**WORK INSTRUCTIONS**. Include in the reply only the lines from the start of the data below through the line containing "inset:0; background:#ffc5cb; transform-origin:0", reproduced exactly and with no pictures.

### SUPPLIED RECORDS

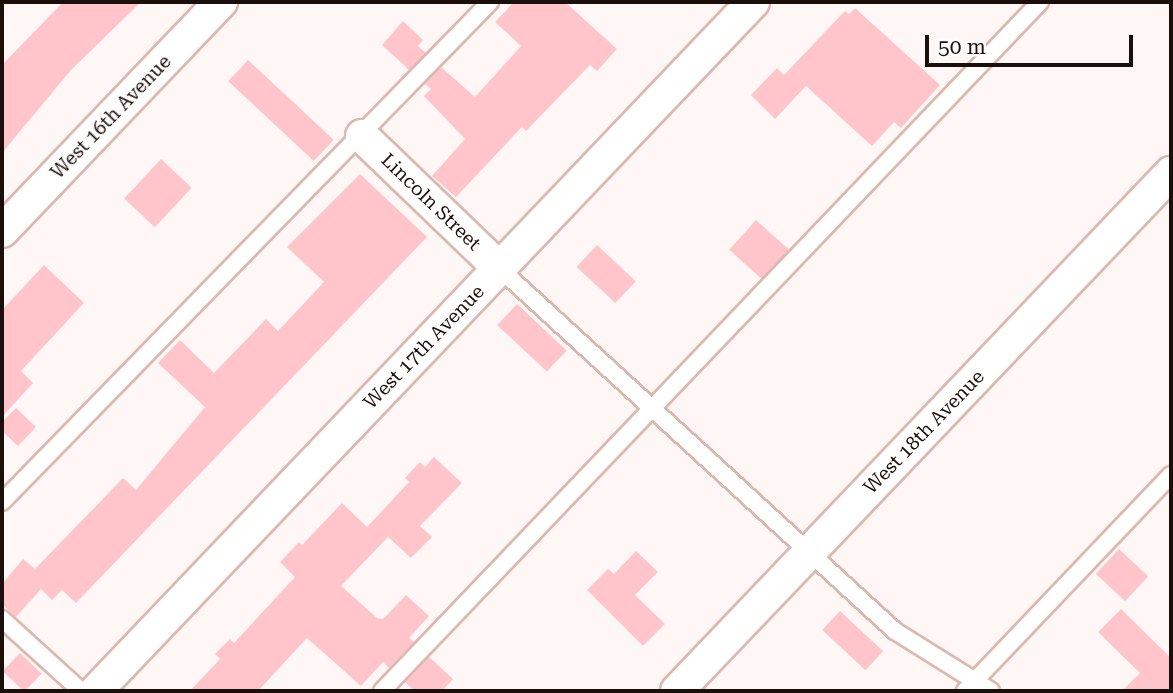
<!DOCTYPE html>
<html>
<head>
<meta charset="utf-8">
<style>
  body { margin:0 }
  #map { position:relative; width:1173px; height:693px; overflow:hidden; background:#fff7f5; font-family:"Roboto Serif",serif }
  div>[style] { position:absolute }
  .building>* { inset:0; background:#ffc5cb; transform-origin:0 0 }
  .roads { filter:drop-shadow(2px 0 #dcb9b0) drop-shadow(-2px 0 #dcb9b0) drop-shadow(0 2px #dcb9b0) drop-shadow(0 -2px #dcb9b0) }
  .service>* { height:16px; margin:-8px; padding:0 8px; transform-origin:8px; border-radius:8px; background:#fff }
  .minor>* { height:32px; margin:-16px; padding:0 16px; transform-origin:16px; border-radius:16px; background:#fff }
  span { translate:-50% -50%; white-space:nowrap; text-align:center; line-height:1.15; -webkit-text-stroke:6px #fff; paint-order:stroke }
  .street-label { font-size:19px; color:#1a0f0b }
  .frame { position:absolute; inset:0; border:4px solid #1a0f0b; pointer-events:none }
  .scale { position:absolute; left:925px; top:35px; width:208px; height:32px; box-sizing:border-box; border:4px solid #1a0f0b; border-top:0; padding-left:9px; font-size:21px; line-height:24px; white-space:nowrap; color:#1a0f0b; -webkit-text-stroke:5px #fff; paint-order:stroke }
</style>
</head>
<body>
<div id="map">
  <div class="building">
    <div style="clip-path:polygon(63px 2px,141px 2px,71px 70px,2px 153px,2px 65px)"></div>
    <div style="clip-path:polygon(514px 2px,565px 2px,617px 49px,597px 71px,590px 65px,526px 131px,522px 127px,456px 197px,432px 176px,465px 139px,424px 96px,431px 89px,425px 84px,441px 67px,475px 97px,521px 46px,495px 22px)"></div>
    <div style="clip-path:polygon(855px 8px,940px 85px,901px 128px,894px 122px,872px 146px,806px 86px,775px 119px,751px 95px,777px 68px,784px 75px,845px 11px,849px 14px)"></div>
    <div style="clip-path:polygon(403px 21px,423px 40px,418px 46px,426px 53px,409px 70px,382px 45px)"></div>
    <div style="left:248px;top:60px;width:117px;height:29px;rotate:43deg"></div>
    <div style="left:161px;top:159px;width:42px;height:54px;rotate:43deg"></div>
    <div style="clip-path:polygon(360px 174px,427px 237px,76px 603px,62px 590px,52px 600px,41px 589px,16px 617px,2px 604px,2px 584px,23px 559px,35px 569px,123px 478px,136px 490px,205px 407px,158px 363px,180px 340px,214px 373px,266px 319px,278px 331px,324px 282px,287px 247px)"></div>
    <div style="left:756px;top:220px;width:45px;height:40px;rotate:42deg"></div>
    <div style="left:597px;top:245px;width:53px;height:30px;rotate:43deg"></div>
    <div style="clip-path:polygon(44px 265px,84px 303px,21px 371px,33px 383px,2px 417px,2px 310px)"></div>
    <div style="left:517px;top:304px;width:68px;height:29px;rotate:43deg"></div>
    <div style="clip-path:polygon(16px 408px,36px 427px,18px 446px,2px 431px,2px 422px)"></div>
    <div style="clip-path:polygon(434px 457px,462px 483px,420px 526px,432px 537px,411px 558px,388px 537px,341px 586px,377px 618px,383px 619px,406px 595px,429px 616px,409px 638px,414px 642px,389px 668px,383px 662px,361px 686px,307px 638px,258px 691px,190px 691px,220px 659px,215px 654px,230px 639px,234px 643px,295px 577px,280px 562px,299px 542px,302px 545px,342px 503px,367px 527px,409px 482px,405px 478px,420px 462px,425px 467px)"></div>
    <div style="left:1119px;top:549px;width:40px;height:34px;rotate:43deg"></div>
    <div style="clip-path:polygon(636px 551px,658px 572px,635px 595px,665px 624px,643px 646px,587px 590px,608px 569px,614px 574px)"></div>
    <div style="clip-path:polygon(1121px 609px,1171px 658px,1171px 691px,1122px 691px,1140px 673px,1098px 632px)"></div>
    <div style="left:840px;top:611px;width:59px;height:26px;rotate:43deg"></div>
    <div style="left:20px;top:653px;width:30px;height:25px;rotate:44deg"></div>
    <div style="clip-path:polygon(429px 657px,453px 679px,442px 691px,414px 691px,405px 682px)"></div>
  </div>
  <div class="roads">
    <div class="service">
      <div style="left:499px;top:268px;width:537px;rotate:42.51deg"></div>
      <div style="left:895px;top:631px;width:113px;rotate:32deg"></div>
      <div style="left:2px;top:502px;width:699px;rotate:-45.7deg"></div>
      <div style="left:2px;top:619px;width:107px;rotate:42.3deg"></div>
      <div style="left:382px;top:691px;width:953px;rotate:-46.32deg"></div>
      <div style="left:965px;top:691px;width:298px;rotate:-46.4deg"></div>
    </div>
    <div class="minor">
      <div style="left:362px;top:136px;width:190px;rotate:43.9deg"></div>
      <div style="left:2px;top:231px;width:317px;rotate:-46.3deg"></div>
      <div style="left:96px;top:691px;width:952px;rotate:-46.36deg"></div>
      <div style="left:677px;top:691px;width:716px;rotate:-46.36deg"></div>
    </div>
  </div>
  <div class="street-label">
    <span style="left:111px;top:117px;rotate:-46deg">West 16th Avenue</span>
    <span style="left:431px;top:202px;rotate:44deg">Lincoln Street</span>
    <span style="left:424px;top:347px;rotate:-46deg">West 17th Avenue</span>
    <span style="left:924px;top:432px;rotate:-46deg">West 18th Avenue</span>
  </div>
  <div class="frame"></div>
  <div class="scale">50 m</div>
</div>
</body>
</html>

######

**RESULT FOR THIS TASK**.
<!DOCTYPE html>
<html>
<head>
<meta charset="utf-8">
<style>
  body { margin:0 }
  #map { position:relative; width:1173px; height:693px; overflow:hidden; background:#fff7f5; font-family:"Roboto Serif",serif }
  div>[style] { position:absolute }
  .building>* { inset:0; background:#ffc5cb; transform-origin:0 0 }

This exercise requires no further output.